Annemse beni sanki hiç duymamış gibi devam ediyordu korkudan ağlamaya başladım "anne neolur gitme ben seni çok özlerim" ben böyle ağlarken annem valizi alıp evden çıkmaya başladı. Yalvarmaya başladım " anne gitme nolur" kapıdan çıkarken ardından bende koştum. Bir taksi çevirip uzaklaştı. Belki gelir umuduyla ardından koşturdum. Ama O arabayla bereber gözden kayboldu. Yağmur yağıyordu ve ben yolun ortasına oturmuş ağlıyordum. Orda öylece dakikalarca oturdum yağmurun altında. Ne annem geri geldi ne ben onun yanına gidebildim aklım başıma gelince eve geçtim. Babam zaten beni oldu olası sevmezdi. Sürekli hakaret ederdi O günden sonra ise niye bende gitmedim diye hergün dövüyordu ilk zamanlarda canım çok yansa da bir süre sonra hissetmemeye başladım. Ben liseye başlayınca da aynen devam etti. Geçen bunca zamanda hiç kimseyle arkadaşlık etmedim. Babamdan kurtulmak içinde çok çalışıp istanbuldaki bir üniversiteye tam burs kazandım.
Evden çıkarkende yangın çıkmıştı nasıl oldu bilmiyorum babam içerde bağırırken çıkamamıştı dışarı bende kurtarmak için girmedim. Sadece itfaiyeyi arayıp durumu bildirdim sonrada istanbula yerleştim.
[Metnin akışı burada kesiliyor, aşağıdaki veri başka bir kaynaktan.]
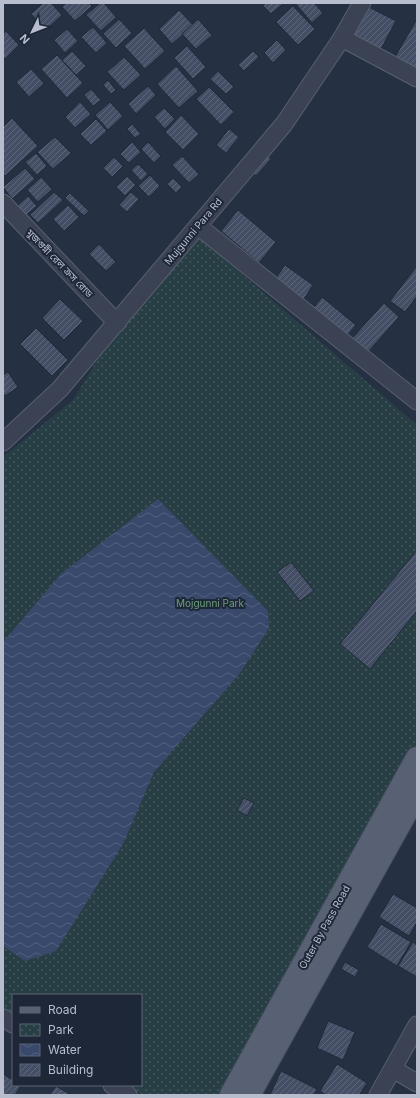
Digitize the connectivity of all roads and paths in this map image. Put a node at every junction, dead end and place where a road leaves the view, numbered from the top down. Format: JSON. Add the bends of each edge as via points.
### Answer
{"nodes":[{"id":1,"x":362,"y":3,"type":"edge"},
{"id":2,"x":342,"y":38,"type":"junction"},
{"id":3,"x":417,"y":78,"type":"edge"},
{"id":4,"x":3,"y":203,"type":"edge"},
{"id":5,"x":198,"y":226,"type":"junction"},
{"id":6,"x":117,"y":322,"type":"junction"},
{"id":7,"x":416,"y":397,"type":"edge"},
{"id":8,"x":3,"y":442,"type":"edge"},
{"id":9,"x":417,"y":758,"type":"edge"},
{"id":10,"x":417,"y":792,"type":"edge"},
{"id":11,"x":3,"y":1018,"type":"edge"},
{"id":12,"x":12,"y":1023,"type":"edge"},
{"id":13,"x":417,"y":1025,"type":"edge"},
{"id":14,"x":393,"y":1069,"type":"junction"},
{"id":15,"x":417,"y":1083,"type":"edge"},
{"id":16,"x":114,"y":1086,"type":"edge"},
{"id":17,"x":128,"y":1095,"type":"edge"},
{"id":18,"x":231,"y":1095,"type":"edge"},
{"id":19,"x":249,"y":1095,"type":"edge"},
{"id":20,"x":378,"y":1095,"type":"edge"}],
"edges":[{"from":1,"to":2,"type":"street","name":"Mujgunni Para Rd"},
{"from":2,"to":3,"type":"street"},
{"from":2,"to":5,"type":"street","name":"Mujgunni Para Rd","via":[[284,124]]},
{"from":4,"to":6,"type":"street","name":"মুজগুন্নী রেল ক্রস রোড"},
{"from":5,"to":6,"type":"street","name":"Mujgunni Para Rd"},
{"from":5,"to":7,"type":"street"},
{"from":6,"to":8,"type":"street","name":"Mujgunni Para Rd","via":[[60,389]]},
{"from":9,"to":18,"type":"main road","name":"Outer By Pass Road"},
{"from":10,"to":19,"type":"main road","name":"Outer By Pass Road"},
{"from":11,"to":12,"type":"street"},
{"from":13,"to":14,"type":"street"},
{"from":14,"to":15,"type":"street"},
{"from":14,"to":20,"type":"street"},
{"from":16,"to":17,"type":"street"}]}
Şuan yaz tatilindeyiz ve daha okulların açılmasına bir ay var. Bende yarınki görevimin son kez üstünden geçtim. Türkiye ye yabancı ülkeden iş adamları gelicekti ve bunun üzerine verilen bir davet vardı. Bende kameralardan son anda yakaladığım bir ayrıntıyla türkiyenin en önemli şirketinin sakladığı önemli şeyi alıcaklardı. istedikleri şey ise balo binasının içindeki bir odada bulunan yüzyıllık bir özel yapım silahtı. Benim yardım etme amacımsa artık işlerimi profesyonelleştirmek istiyorum. Ve bu benim için büyük bir fırsat
Bu şirket hakkında hiç bir şey bilmiyorum ama sadece bulunduğu yer vardı. Şirketin bilgileri çok çok iyi şekilde gizlenmişti ve benim onları çözmem iki günümü alıyordu ve bu akşam son sistemide girip halledicektim o işi. her ne kadar durumum gayet iyi olsada ne kadar masum insanlara yardım etmeye çalışsamda yetmiyordu. Daha fazla kişi kurtarmam gerekiyo. Çünkü ben annem giderken o yağmurun altında kendime bir söz vermiştim. Hayatım boyunca masum insanları kurtaracaktım. Ve öylede oldu annem bana yardım etmezken kimseden iyilik beklemezken onlar beni terk etmişlerdi ama ben bir çocuğun daha hayallerinin ölmesini istemiyorum. Bu sözümüde ölene kadar tutmaya yemin ettim. Benim hayallerim yıkılmıştı bütün bu olanlardan sonra birdaha gülümsediğimi bile hatırlamam en ufak bir tebessüm bile etmedim annem gittikten sonra. Kendimi hacker lığa adadıktan sonra bulduğum en kötü insanları ormanlık bir alanın ortasındaki depoda işkence çektiriyodum. Ben mafyalık işleriyle uğraşırken yer altında hatrı sayılır bir yerim vardı. Ama beni tanımadıkları için ne önüme çıkıyolar nede buna cesaret ediyorlardı. Yer altında adım zehir. Dövüşmeyi lisede okuldan önce iki saat derslere girerek öğrendim. Silahla zaten aldığım birkaç saatlik derslerden her türlü silahla hedefi şaşmadan vuruyorum. Benim hayatımda kimse yok aslında içimde bi yerlerde büyük bir boşluk var ama duygularımı gayet iyi yönlendirebilirim. Daha fazla durmadım balkonda içeri geçip bilgisayardan güvenliğimi kontrol ettim. Saat gece yarısına geliyordu bende hemen yatıp uyudum. Yarın büyük gündü.🖤💙Deniz💙🖤
Denizi tanımak için yazıldı. Hala daha verilmeyenler var ama onlarda yazdığığım yerlerde ögreniceksiniz.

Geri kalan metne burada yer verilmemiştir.